◆ The problem
A word-for-word copy of the entries below is required.
══ Input
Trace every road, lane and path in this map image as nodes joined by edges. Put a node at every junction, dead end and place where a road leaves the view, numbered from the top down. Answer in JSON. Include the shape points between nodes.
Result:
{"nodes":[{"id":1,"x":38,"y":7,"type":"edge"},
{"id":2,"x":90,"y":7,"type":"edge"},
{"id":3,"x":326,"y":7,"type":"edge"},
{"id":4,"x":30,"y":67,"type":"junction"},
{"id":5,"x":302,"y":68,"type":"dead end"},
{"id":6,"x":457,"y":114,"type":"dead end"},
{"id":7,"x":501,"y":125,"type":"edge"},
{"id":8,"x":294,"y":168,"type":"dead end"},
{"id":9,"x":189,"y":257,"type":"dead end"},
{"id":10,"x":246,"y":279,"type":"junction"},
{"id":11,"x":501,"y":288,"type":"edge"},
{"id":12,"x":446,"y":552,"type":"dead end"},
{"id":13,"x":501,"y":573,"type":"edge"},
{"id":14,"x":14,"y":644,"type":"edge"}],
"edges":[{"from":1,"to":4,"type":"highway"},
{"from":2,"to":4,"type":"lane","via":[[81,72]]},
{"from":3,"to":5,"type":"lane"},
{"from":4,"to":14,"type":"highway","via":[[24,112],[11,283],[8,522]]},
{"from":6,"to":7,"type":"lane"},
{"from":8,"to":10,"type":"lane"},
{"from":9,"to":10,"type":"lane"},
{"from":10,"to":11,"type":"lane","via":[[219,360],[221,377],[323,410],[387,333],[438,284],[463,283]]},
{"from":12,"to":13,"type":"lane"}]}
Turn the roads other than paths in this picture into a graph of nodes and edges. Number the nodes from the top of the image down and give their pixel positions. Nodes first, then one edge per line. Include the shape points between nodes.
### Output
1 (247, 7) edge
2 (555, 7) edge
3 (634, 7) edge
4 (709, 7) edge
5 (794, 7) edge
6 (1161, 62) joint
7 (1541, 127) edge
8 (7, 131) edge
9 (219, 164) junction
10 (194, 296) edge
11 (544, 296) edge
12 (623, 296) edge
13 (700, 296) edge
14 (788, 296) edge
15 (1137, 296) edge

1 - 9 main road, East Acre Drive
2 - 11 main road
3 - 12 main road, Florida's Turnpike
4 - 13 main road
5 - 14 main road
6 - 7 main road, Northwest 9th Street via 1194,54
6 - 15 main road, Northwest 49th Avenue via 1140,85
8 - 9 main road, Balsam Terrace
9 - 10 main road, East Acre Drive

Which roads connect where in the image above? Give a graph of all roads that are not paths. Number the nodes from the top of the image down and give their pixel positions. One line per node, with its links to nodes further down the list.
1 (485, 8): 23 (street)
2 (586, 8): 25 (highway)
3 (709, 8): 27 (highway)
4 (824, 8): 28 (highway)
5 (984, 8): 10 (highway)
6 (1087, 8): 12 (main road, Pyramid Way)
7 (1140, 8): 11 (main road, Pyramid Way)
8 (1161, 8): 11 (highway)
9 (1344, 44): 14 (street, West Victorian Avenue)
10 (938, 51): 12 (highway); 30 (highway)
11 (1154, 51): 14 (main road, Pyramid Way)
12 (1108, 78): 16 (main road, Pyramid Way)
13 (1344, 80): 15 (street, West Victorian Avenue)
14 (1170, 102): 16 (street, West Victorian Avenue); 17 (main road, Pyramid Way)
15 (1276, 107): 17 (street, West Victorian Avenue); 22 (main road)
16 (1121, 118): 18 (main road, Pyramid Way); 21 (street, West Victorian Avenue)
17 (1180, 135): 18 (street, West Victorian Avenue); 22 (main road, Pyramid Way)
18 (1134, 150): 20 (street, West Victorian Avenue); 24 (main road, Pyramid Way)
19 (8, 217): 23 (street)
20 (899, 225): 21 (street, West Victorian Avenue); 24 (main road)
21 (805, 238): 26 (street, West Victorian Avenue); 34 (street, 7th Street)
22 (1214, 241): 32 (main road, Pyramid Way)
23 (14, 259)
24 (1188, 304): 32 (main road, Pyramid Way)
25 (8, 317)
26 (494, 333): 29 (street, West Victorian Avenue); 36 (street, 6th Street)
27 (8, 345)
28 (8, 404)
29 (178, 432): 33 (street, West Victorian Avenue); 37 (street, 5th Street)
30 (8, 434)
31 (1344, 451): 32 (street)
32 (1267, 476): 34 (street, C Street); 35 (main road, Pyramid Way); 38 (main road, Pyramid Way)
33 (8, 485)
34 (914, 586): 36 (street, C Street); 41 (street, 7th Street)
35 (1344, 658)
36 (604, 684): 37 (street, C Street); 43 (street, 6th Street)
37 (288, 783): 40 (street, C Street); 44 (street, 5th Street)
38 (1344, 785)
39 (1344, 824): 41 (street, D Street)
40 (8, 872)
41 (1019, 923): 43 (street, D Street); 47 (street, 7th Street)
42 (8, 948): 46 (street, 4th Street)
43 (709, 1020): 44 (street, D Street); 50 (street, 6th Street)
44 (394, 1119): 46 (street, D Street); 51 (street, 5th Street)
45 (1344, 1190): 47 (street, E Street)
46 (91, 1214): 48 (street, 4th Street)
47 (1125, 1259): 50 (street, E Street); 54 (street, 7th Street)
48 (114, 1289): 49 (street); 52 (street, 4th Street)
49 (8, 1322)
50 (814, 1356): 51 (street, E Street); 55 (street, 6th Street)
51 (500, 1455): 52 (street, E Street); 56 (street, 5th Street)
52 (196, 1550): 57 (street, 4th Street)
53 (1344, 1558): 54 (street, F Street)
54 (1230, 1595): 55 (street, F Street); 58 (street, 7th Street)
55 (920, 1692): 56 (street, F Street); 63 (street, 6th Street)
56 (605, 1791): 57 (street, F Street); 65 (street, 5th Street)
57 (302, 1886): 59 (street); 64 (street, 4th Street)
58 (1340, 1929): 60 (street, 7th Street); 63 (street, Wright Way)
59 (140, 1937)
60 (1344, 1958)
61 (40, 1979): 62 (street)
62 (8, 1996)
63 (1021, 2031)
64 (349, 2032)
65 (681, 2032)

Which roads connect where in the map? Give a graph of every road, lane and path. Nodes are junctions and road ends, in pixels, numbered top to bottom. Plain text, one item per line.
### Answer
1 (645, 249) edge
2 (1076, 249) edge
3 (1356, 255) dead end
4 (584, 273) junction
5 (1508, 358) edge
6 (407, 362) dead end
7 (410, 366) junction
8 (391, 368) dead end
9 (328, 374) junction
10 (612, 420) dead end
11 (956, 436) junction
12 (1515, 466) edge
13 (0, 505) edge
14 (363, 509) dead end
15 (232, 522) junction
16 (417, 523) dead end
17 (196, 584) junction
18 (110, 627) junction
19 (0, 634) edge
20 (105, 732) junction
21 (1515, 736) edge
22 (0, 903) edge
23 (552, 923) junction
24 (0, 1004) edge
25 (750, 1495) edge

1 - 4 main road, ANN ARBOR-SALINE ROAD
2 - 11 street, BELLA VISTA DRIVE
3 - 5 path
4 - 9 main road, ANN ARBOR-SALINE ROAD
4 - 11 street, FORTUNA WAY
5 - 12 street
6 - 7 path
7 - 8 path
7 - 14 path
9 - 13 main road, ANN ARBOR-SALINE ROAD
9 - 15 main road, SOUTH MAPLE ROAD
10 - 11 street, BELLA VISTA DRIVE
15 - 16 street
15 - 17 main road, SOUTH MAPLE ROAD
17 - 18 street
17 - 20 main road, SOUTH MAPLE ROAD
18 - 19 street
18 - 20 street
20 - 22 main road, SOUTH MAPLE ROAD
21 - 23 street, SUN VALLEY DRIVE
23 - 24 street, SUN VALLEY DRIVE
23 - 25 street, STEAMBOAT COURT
════
◆ Solution
Trace every road, lane and path in this map image as nodes joined by edges. Put a node at every junction, dead end and place where a road leaves the view, numbered from the top down. Answer in JSON. Include the shape points between nodes.
Result:
{"nodes":[{"id":1,"x":38,"y":7,"type":"edge"},
{"id":2,"x":90,"y":7,"type":"edge"},
{"id":3,"x":326,"y":7,"type":"edge"},
{"id":4,"x":30,"y":67,"type":"junction"},
{"id":5,"x":302,"y":68,"type":"dead end"},
{"id":6,"x":457,"y":114,"type":"dead end"},
{"id":7,"x":501,"y":125,"type":"edge"},
{"id":8,"x":294,"y":168,"type":"dead end"},
{"id":9,"x":189,"y":257,"type":"dead end"},
{"id":10,"x":246,"y":279,"type":"junction"},
{"id":11,"x":501,"y":288,"type":"edge"},
{"id":12,"x":446,"y":552,"type":"dead end"},
{"id":13,"x":501,"y":573,"type":"edge"},
{"id":14,"x":14,"y":644,"type":"edge"}],
"edges":[{"from":1,"to":4,"type":"highway"},
{"from":2,"to":4,"type":"lane","via":[[81,72]]},
{"from":3,"to":5,"type":"lane"},
{"from":4,"to":14,"type":"highway","via":[[24,112],[11,283],[8,522]]},
{"from":6,"to":7,"type":"lane"},
{"from":8,"to":10,"type":"lane"},
{"from":9,"to":10,"type":"lane"},
{"from":10,"to":11,"type":"lane","via":[[219,360],[221,377],[323,410],[387,333],[438,284],[463,283]]},
{"from":12,"to":13,"type":"lane"}]}
Turn the roads other than paths in this picture into a graph of nodes and edges. Number the nodes from the top of the image down and give their pixel positions. Nodes first, then one edge per line. Include the shape points between nodes.
### Output
1 (247, 7) edge
2 (555, 7) edge
3 (634, 7) edge
4 (709, 7) edge
5 (794, 7) edge
6 (1161, 62) joint
7 (1541, 127) edge
8 (7, 131) edge
9 (219, 164) junction
10 (194, 296) edge
11 (544, 296) edge
12 (623, 296) edge
13 (700, 296) edge
14 (788, 296) edge
15 (1137, 296) edge

1 - 9 main road, East Acre Drive
2 - 11 main road
3 - 12 main road, Florida's Turnpike
4 - 13 main road
5 - 14 main road
6 - 7 main road, Northwest 9th Street via 1194,54
6 - 15 main road, Northwest 49th Avenue via 1140,85
8 - 9 main road, Balsam Terrace
9 - 10 main road, East Acre Drive

Which roads connect where in the image above? Give a graph of all roads that are not paths. Number the nodes from the top of the image down and give their pixel positions. One line per node, with its links to nodes further down the list.
1 (485, 8): 23 (street)
2 (586, 8): 25 (highway)
3 (709, 8): 27 (highway)
4 (824, 8): 28 (highway)
5 (984, 8): 10 (highway)
6 (1087, 8): 12 (main road, Pyramid Way)
7 (1140, 8): 11 (main road, Pyramid Way)
8 (1161, 8): 11 (highway)
9 (1344, 44): 14 (street, West Victorian Avenue)
10 (938, 51): 12 (highway); 30 (highway)
11 (1154, 51): 14 (main road, Pyramid Way)
12 (1108, 78): 16 (main road, Pyramid Way)
13 (1344, 80): 15 (street, West Victorian Avenue)
14 (1170, 102): 16 (street, West Victorian Avenue); 17 (main road, Pyramid Way)
15 (1276, 107): 17 (street, West Victorian Avenue); 22 (main road)
16 (1121, 118): 18 (main road, Pyramid Way); 21 (street, West Victorian Avenue)
17 (1180, 135): 18 (street, West Victorian Avenue); 22 (main road, Pyramid Way)
18 (1134, 150): 20 (street, West Victorian Avenue); 24 (main road, Pyramid Way)
19 (8, 217): 23 (street)
20 (899, 225): 21 (street, West Victorian Avenue); 24 (main road)
21 (805, 238): 26 (street, West Victorian Avenue); 34 (street, 7th Street)
22 (1214, 241): 32 (main road, Pyramid Way)
23 (14, 259)
24 (1188, 304): 32 (main road, Pyramid Way)
25 (8, 317)
26 (494, 333): 29 (street, West Victorian Avenue); 36 (street, 6th Street)
27 (8, 345)
28 (8, 404)
29 (178, 432): 33 (street, West Victorian Avenue); 37 (street, 5th Street)
30 (8, 434)
31 (1344, 451): 32 (street)
32 (1267, 476): 34 (street, C Street); 35 (main road, Pyramid Way); 38 (main road, Pyramid Way)
33 (8, 485)
34 (914, 586): 36 (street, C Street); 41 (street, 7th Street)
35 (1344, 658)
36 (604, 684): 37 (street, C Street); 43 (street, 6th Street)
37 (288, 783): 40 (street, C Street); 44 (street, 5th Street)
38 (1344, 785)
39 (1344, 824): 41 (street, D Street)
40 (8, 872)
41 (1019, 923): 43 (street, D Street); 47 (street, 7th Street)
42 (8, 948): 46 (street, 4th Street)
43 (709, 1020): 44 (street, D Street); 50 (street, 6th Street)
44 (394, 1119): 46 (street, D Street); 51 (street, 5th Street)
45 (1344, 1190): 47 (street, E Street)
46 (91, 1214): 48 (street, 4th Street)
47 (1125, 1259): 50 (street, E Street); 54 (street, 7th Street)
48 (114, 1289): 49 (street); 52 (street, 4th Street)
49 (8, 1322)
50 (814, 1356): 51 (street, E Street); 55 (street, 6th Street)
51 (500, 1455): 52 (street, E Street); 56 (street, 5th Street)
52 (196, 1550): 57 (street, 4th Street)
53 (1344, 1558): 54 (street, F Street)
54 (1230, 1595): 55 (street, F Street); 58 (street, 7th Street)
55 (920, 1692): 56 (street, F Street); 63 (street, 6th Street)
56 (605, 1791): 57 (street, F Street); 65 (street, 5th Street)
57 (302, 1886): 59 (street); 64 (street, 4th Street)
58 (1340, 1929): 60 (street, 7th Street); 63 (street, Wright Way)
59 (140, 1937)
60 (1344, 1958)
61 (40, 1979): 62 (street)
62 (8, 1996)
63 (1021, 2031)
64 (349, 2032)
65 (681, 2032)

Which roads connect where in the map? Give a graph of every road, lane and path. Nodes are junctions and road ends, in pixels, numbered top to bottom. Plain text, one item per line.
### Answer
1 (645, 249) edge
2 (1076, 249) edge
3 (1356, 255) dead end
4 (584, 273) junction
5 (1508, 358) edge
6 (407, 362) dead end
7 (410, 366) junction
8 (391, 368) dead end
9 (328, 374) junction
10 (612, 420) dead end
11 (956, 436) junction
12 (1515, 466) edge
13 (0, 505) edge
14 (363, 509) dead end
15 (232, 522) junction
16 (417, 523) dead end
17 (196, 584) junction
18 (110, 627) junction
19 (0, 634) edge
20 (105, 732) junction
21 (1515, 736) edge
22 (0, 903) edge
23 (552, 923) junction
24 (0, 1004) edge
25 (750, 1495) edge

1 - 4 main road, ANN ARBOR-SALINE ROAD
2 - 11 street, BELLA VISTA DRIVE
3 - 5 path
4 - 9 main road, ANN ARBOR-SALINE ROAD
4 - 11 street, FORTUNA WAY
5 - 12 street
6 - 7 path
7 - 8 path
7 - 14 path
9 - 13 main road, ANN ARBOR-SALINE ROAD
9 - 15 main road, SOUTH MAPLE ROAD
10 - 11 street, BELLA VISTA DRIVE
15 - 16 street
15 - 17 main road, SOUTH MAPLE ROAD
17 - 18 street
17 - 20 main road, SOUTH MAPLE ROAD
18 - 19 street
18 - 20 street
20 - 22 main road, SOUTH MAPLE ROAD
21 - 23 street, SUN VALLEY DRIVE
23 - 24 street, SUN VALLEY DRIVE
23 - 25 street, STEAMBOAT COURT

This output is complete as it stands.